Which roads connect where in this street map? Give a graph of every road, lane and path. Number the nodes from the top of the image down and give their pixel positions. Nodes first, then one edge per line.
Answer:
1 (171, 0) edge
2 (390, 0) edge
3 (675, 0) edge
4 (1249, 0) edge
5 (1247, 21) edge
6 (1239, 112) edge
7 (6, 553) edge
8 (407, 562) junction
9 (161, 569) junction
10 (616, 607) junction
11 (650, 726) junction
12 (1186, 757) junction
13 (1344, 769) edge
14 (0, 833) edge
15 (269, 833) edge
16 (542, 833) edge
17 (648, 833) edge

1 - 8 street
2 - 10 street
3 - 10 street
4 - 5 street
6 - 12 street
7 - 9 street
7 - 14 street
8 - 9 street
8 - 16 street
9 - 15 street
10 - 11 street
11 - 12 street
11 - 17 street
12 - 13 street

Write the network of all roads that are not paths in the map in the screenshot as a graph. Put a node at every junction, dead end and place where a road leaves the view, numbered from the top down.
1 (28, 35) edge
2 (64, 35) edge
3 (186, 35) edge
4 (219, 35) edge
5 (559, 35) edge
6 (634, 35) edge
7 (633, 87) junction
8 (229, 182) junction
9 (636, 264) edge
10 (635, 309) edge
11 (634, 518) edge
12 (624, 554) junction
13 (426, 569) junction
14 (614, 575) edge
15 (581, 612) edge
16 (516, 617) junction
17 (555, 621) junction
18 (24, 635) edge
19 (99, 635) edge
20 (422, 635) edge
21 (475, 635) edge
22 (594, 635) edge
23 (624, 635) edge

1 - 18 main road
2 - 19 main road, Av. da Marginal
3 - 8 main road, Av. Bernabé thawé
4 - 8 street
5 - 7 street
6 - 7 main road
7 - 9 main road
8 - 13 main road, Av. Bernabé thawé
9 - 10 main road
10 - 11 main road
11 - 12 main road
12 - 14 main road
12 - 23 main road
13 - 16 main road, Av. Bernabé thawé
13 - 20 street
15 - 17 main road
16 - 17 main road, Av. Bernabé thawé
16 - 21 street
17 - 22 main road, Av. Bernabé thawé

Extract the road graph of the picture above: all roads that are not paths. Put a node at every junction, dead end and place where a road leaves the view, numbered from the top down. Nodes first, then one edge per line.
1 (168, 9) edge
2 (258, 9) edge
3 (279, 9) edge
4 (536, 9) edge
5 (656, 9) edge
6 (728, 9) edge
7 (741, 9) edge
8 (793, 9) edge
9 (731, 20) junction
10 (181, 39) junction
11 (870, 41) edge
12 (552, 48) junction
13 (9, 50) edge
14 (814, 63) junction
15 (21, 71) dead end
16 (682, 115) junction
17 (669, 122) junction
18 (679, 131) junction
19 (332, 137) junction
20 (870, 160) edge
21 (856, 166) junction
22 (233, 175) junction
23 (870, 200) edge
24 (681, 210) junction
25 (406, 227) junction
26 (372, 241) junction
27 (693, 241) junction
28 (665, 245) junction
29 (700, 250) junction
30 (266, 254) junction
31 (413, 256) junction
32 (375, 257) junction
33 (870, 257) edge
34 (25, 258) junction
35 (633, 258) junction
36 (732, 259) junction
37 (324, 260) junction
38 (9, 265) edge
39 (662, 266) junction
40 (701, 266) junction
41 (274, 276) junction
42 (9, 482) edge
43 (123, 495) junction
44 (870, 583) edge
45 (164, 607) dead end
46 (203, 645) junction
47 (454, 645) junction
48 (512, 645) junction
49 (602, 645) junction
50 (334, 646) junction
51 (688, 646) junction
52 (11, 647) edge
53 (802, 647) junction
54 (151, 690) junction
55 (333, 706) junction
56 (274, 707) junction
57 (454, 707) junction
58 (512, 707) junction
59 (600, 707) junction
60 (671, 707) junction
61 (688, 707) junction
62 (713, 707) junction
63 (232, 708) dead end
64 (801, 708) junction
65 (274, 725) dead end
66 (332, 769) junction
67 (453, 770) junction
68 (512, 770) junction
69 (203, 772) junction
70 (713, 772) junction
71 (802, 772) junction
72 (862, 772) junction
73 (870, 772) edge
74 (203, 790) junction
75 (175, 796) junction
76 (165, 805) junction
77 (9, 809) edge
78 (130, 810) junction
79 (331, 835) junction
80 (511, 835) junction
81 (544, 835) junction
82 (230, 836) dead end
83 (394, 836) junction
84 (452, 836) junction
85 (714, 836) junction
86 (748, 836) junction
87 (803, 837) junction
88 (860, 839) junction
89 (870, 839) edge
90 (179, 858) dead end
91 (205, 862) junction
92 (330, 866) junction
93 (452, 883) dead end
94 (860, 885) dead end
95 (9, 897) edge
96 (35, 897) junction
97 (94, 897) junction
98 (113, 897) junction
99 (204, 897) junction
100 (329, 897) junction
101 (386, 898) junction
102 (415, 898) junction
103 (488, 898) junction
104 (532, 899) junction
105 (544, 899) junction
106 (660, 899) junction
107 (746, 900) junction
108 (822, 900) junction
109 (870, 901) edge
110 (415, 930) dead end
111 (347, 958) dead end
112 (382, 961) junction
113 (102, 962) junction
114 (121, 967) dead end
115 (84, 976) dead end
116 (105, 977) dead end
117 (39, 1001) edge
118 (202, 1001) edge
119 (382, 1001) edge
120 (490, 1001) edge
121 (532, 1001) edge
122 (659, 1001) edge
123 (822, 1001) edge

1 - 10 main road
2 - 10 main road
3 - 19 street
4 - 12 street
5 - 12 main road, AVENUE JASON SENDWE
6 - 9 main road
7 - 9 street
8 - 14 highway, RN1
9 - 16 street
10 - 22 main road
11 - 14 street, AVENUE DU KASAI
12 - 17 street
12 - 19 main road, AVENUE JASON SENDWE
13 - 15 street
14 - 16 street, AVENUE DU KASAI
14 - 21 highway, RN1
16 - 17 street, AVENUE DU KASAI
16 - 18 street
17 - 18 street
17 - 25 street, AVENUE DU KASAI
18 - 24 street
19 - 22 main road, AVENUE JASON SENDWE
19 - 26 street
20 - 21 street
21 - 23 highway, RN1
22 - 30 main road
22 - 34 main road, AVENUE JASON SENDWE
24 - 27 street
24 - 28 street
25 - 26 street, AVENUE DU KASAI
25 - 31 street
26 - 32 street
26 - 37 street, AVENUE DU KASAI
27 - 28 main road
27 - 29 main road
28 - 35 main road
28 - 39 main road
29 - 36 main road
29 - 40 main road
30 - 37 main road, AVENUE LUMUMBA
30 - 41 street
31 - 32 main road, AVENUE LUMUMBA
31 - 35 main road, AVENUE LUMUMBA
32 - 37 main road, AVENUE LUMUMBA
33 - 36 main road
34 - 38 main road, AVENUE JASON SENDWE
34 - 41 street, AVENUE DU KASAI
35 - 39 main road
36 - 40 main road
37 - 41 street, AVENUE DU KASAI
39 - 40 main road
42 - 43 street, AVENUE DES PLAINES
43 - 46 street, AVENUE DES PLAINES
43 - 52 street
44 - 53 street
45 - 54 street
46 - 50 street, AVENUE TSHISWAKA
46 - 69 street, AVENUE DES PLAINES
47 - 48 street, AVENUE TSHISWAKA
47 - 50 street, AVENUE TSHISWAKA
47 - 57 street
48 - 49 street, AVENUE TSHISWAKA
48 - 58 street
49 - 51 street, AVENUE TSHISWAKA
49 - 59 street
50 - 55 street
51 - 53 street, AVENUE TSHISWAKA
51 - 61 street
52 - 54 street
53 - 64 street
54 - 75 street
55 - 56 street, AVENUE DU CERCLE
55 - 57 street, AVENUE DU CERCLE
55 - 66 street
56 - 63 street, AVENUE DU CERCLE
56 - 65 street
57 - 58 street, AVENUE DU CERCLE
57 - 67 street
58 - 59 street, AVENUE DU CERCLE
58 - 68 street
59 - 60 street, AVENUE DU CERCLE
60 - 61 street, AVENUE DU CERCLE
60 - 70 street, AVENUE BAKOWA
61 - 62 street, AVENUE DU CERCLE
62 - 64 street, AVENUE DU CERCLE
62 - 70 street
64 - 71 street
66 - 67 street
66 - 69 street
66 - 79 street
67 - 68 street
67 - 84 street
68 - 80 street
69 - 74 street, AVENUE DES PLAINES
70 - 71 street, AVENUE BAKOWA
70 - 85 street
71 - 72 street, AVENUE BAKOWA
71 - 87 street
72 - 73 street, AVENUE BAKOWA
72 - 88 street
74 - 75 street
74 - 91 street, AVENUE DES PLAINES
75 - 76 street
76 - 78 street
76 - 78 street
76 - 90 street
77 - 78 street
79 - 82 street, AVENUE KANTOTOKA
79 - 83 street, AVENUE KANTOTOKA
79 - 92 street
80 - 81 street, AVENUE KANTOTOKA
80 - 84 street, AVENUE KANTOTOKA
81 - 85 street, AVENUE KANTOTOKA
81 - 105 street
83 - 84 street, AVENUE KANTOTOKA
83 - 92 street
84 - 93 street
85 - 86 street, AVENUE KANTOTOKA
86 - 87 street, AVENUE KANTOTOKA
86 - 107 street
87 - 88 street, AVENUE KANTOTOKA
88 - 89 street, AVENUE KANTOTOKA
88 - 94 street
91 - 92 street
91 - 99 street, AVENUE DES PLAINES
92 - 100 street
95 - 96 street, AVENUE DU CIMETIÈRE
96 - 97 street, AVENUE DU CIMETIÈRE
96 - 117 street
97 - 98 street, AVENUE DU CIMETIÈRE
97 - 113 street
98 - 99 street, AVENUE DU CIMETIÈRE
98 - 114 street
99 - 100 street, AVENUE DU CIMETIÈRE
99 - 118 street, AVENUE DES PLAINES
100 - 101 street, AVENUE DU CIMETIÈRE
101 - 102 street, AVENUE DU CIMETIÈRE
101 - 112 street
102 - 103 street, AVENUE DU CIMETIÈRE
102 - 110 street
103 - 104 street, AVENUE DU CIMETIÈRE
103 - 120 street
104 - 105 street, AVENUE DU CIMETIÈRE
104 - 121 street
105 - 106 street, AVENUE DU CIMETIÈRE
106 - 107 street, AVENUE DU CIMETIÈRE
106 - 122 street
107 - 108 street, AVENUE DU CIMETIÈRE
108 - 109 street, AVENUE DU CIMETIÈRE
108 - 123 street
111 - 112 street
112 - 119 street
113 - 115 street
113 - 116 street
- - - - - - -
• [WHAT NEEDS TO BE DONE]:
Among the lines above, which contain the word "PLAINES"? Copy every one.

• [RESULT FOR THIS TASK]:
42 - 43 street, AVENUE DES PLAINES
43 - 46 street, AVENUE DES PLAINES
46 - 69 street, AVENUE DES PLAINES
69 - 74 street, AVENUE DES PLAINES
74 - 91 street, AVENUE DES PLAINES
91 - 99 street, AVENUE DES PLAINES
99 - 118 street, AVENUE DES PLAINES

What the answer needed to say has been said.